Provided data below:

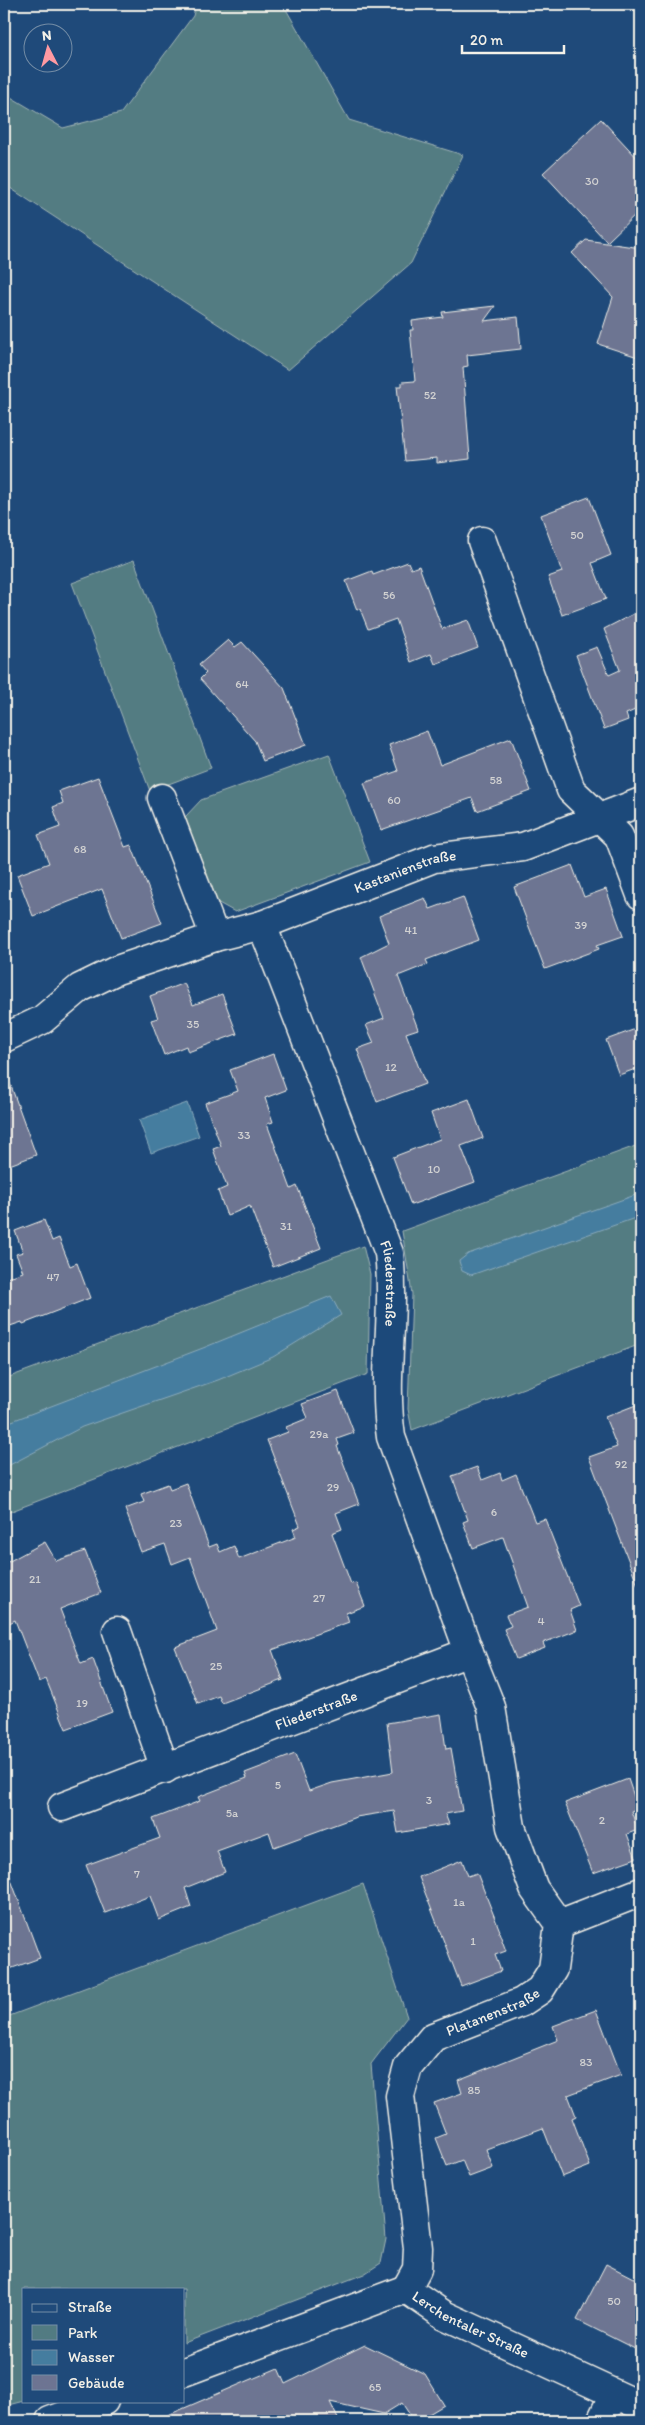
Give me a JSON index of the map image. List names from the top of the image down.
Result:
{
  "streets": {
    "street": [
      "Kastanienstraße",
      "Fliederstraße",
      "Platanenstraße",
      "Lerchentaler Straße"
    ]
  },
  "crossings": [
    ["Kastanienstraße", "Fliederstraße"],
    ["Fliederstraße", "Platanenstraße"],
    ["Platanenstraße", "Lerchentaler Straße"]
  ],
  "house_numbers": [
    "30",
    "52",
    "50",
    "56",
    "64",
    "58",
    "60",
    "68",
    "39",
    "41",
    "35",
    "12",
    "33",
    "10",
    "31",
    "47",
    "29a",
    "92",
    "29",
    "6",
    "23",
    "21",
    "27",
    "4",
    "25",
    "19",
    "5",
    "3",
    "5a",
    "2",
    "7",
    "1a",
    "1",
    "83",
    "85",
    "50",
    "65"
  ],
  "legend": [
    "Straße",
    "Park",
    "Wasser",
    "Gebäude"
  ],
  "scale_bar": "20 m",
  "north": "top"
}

End of Provided data.

### Instructions to follow
Each entry is to be returned precisely as it appears, but the pictures are to be dropped.

### Exercise output
Give me a JSON index of the map image. List names from the top of the image down.
Result:
{
  "streets": {
    "street": [
      "Kastanienstraße",
      "Fliederstraße",
      "Platanenstraße",
      "Lerchentaler Straße"
    ]
  },
  "crossings": [
    ["Kastanienstraße", "Fliederstraße"],
    ["Fliederstraße", "Platanenstraße"],
    ["Platanenstraße", "Lerchentaler Straße"]
  ],
  "house_numbers": [
    "30",
    "52",
    "50",
    "56",
    "64",
    "58",
    "60",
    "68",
    "39",
    "41",
    "35",
    "12",
    "33",
    "10",
    "31",
    "47",
    "29a",
    "92",
    "29",
    "6",
    "23",
    "21",
    "27",
    "4",
    "25",
    "19",
    "5",
    "3",
    "5a",
    "2",
    "7",
    "1a",
    "1",
    "83",
    "85",
    "50",
    "65"
  ],
  "legend": [
    "Straße",
    "Park",
    "Wasser",
    "Gebäude"
  ],
  "scale_bar": "20 m",
  "north": "top"
}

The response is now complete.